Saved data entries
*** Block opens ***

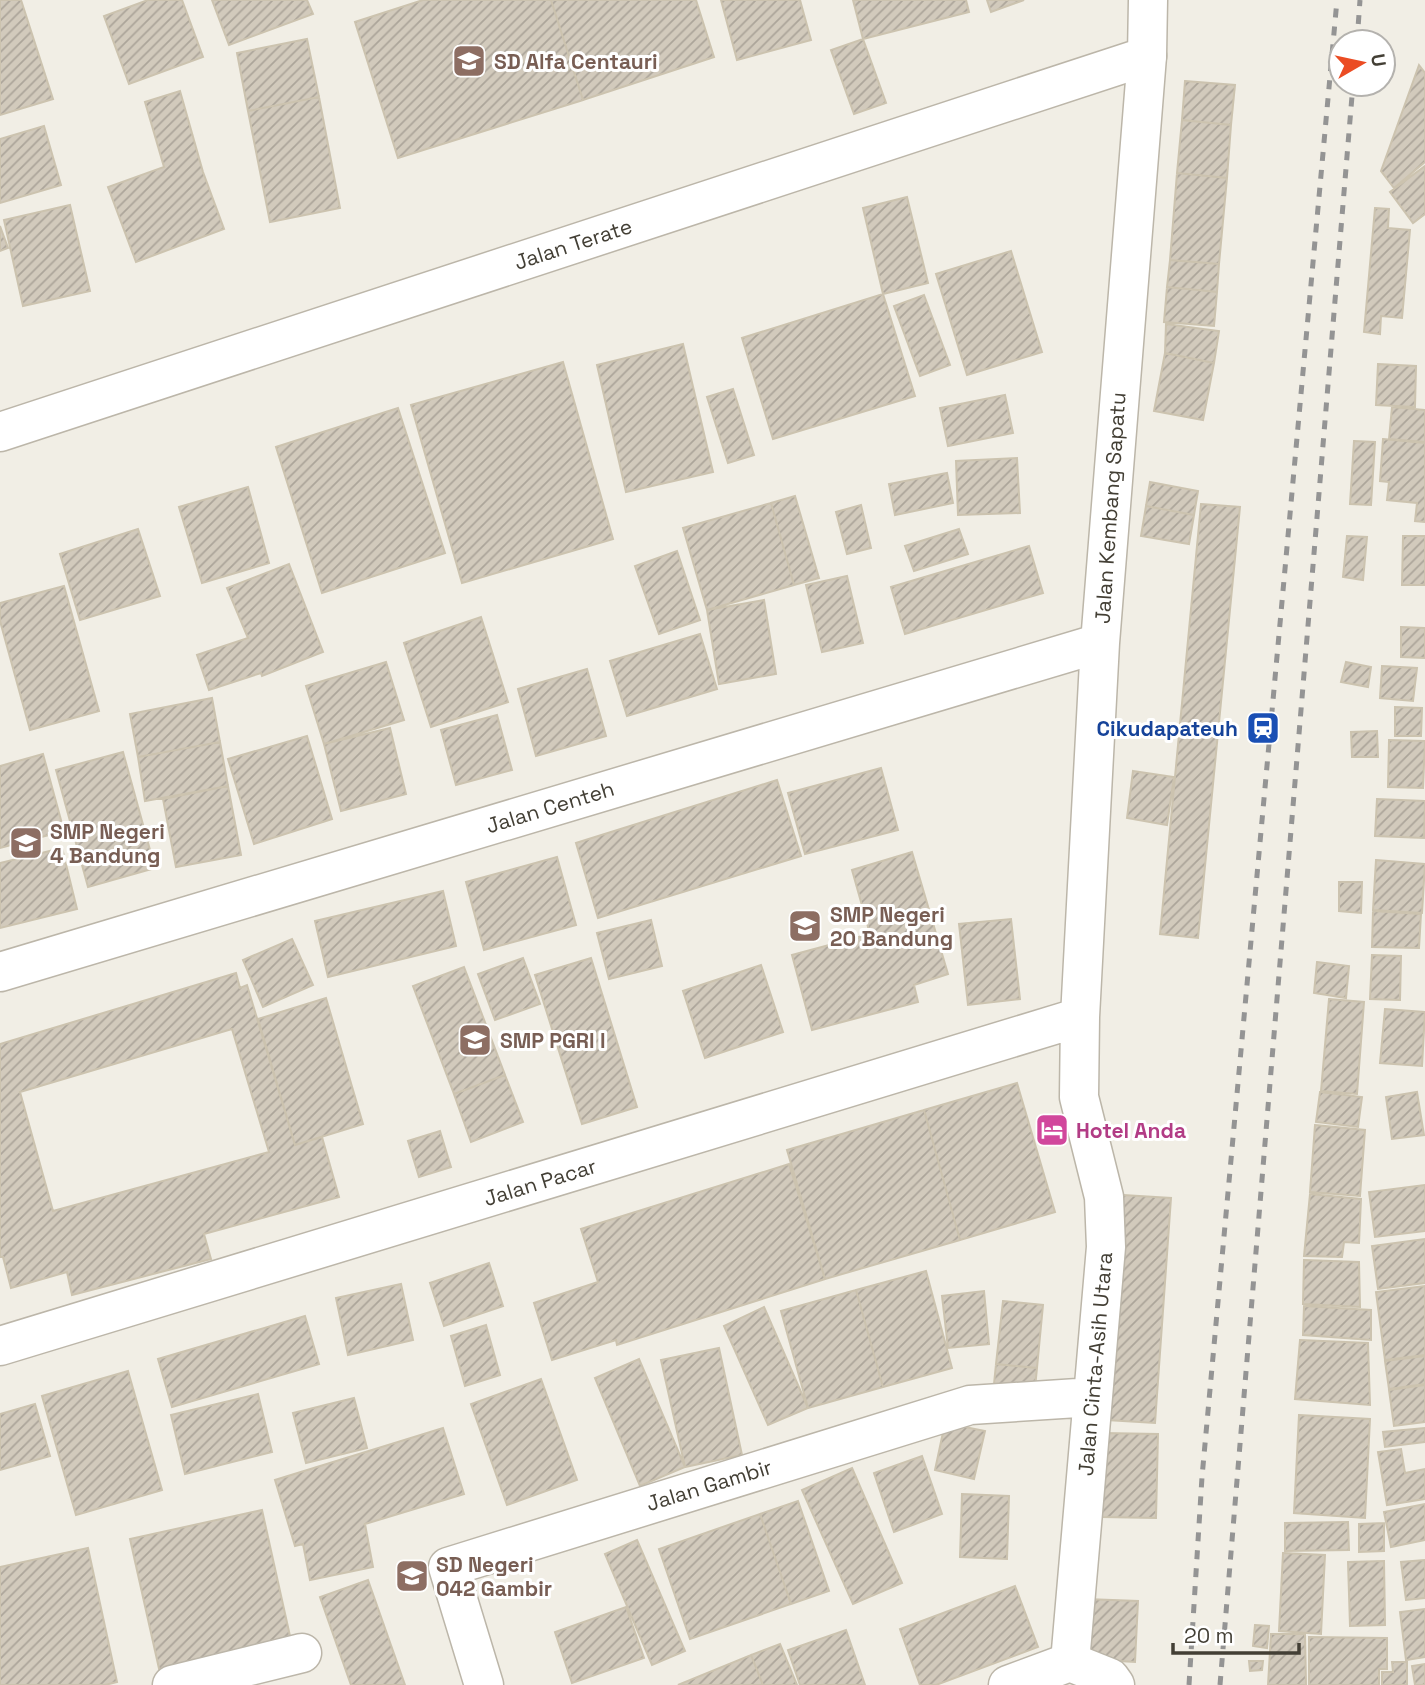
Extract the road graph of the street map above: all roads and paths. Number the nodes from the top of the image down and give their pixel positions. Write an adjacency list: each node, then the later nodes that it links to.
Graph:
1 (1148, 0): 2 (street, Jalan Kembang Sapatu)
2 (1147, 56): 3 (street, Jalan Terate); 4 (street, Jalan Kembang Sapatu)
3 (0, 432)
4 (1100, 643): 5 (street, Jalan Centeh); 6 (street, Jalan Kembang Sapatu)
5 (0, 972)
6 (1080, 1017): 7 (street, Jalan Pacar); 8 (street, Jalan Cinta-Asih Utara)
7 (0, 1346)
8 (1093, 1397): 10 (street, Jalan Cinta-Asih Utara); 12 (street, Jalan Gambir)
9 (302, 1653): 11 (street)
10 (1070, 1662): 13 (street); 14 (street)
11 (172, 1685)
12 (484, 1685)
13 (1008, 1685)
14 (1115, 1685)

*** Block closes ***

> **EXERCISE GOAL**
The result should be all the records, retyped exactly, with no pictures among them.

> **YOUR RESPONSE**
Extract the road graph of the street map above: all roads and paths. Number the nodes from the top of the image down and give their pixel positions. Write an adjacency list: each node, then the later nodes that it links to.
Graph:
1 (1148, 0): 2 (street, Jalan Kembang Sapatu)
2 (1147, 56): 3 (street, Jalan Terate); 4 (street, Jalan Kembang Sapatu)
3 (0, 432)
4 (1100, 643): 5 (street, Jalan Centeh); 6 (street, Jalan Kembang Sapatu)
5 (0, 972)
6 (1080, 1017): 7 (street, Jalan Pacar); 8 (street, Jalan Cinta-Asih Utara)
7 (0, 1346)
8 (1093, 1397): 10 (street, Jalan Cinta-Asih Utara); 12 (street, Jalan Gambir)
9 (302, 1653): 11 (street)
10 (1070, 1662): 13 (street); 14 (street)
11 (172, 1685)
12 (484, 1685)
13 (1008, 1685)
14 (1115, 1685)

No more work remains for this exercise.